> _Instructions to follow_: Go through the data underneath and report how many lines hold the string "than", giving only the number.

───── Stored data ─────

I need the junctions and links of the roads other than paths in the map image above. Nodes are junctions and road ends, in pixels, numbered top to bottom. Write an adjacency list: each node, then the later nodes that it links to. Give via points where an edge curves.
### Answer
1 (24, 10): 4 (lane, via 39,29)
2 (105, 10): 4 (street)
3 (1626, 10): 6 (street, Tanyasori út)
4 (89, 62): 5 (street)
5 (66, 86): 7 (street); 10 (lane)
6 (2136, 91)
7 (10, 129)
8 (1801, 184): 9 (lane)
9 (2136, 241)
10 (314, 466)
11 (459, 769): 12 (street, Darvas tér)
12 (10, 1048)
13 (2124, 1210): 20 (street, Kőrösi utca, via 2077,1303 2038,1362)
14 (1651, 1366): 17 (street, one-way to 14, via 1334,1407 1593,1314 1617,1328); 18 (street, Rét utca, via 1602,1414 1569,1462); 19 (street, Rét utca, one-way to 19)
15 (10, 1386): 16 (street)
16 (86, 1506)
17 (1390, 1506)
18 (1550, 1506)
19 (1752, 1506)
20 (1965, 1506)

─────
───── Stored data ─────

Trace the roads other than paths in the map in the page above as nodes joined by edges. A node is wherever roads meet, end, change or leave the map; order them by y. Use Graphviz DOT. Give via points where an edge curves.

─────

> _Answer section_: 2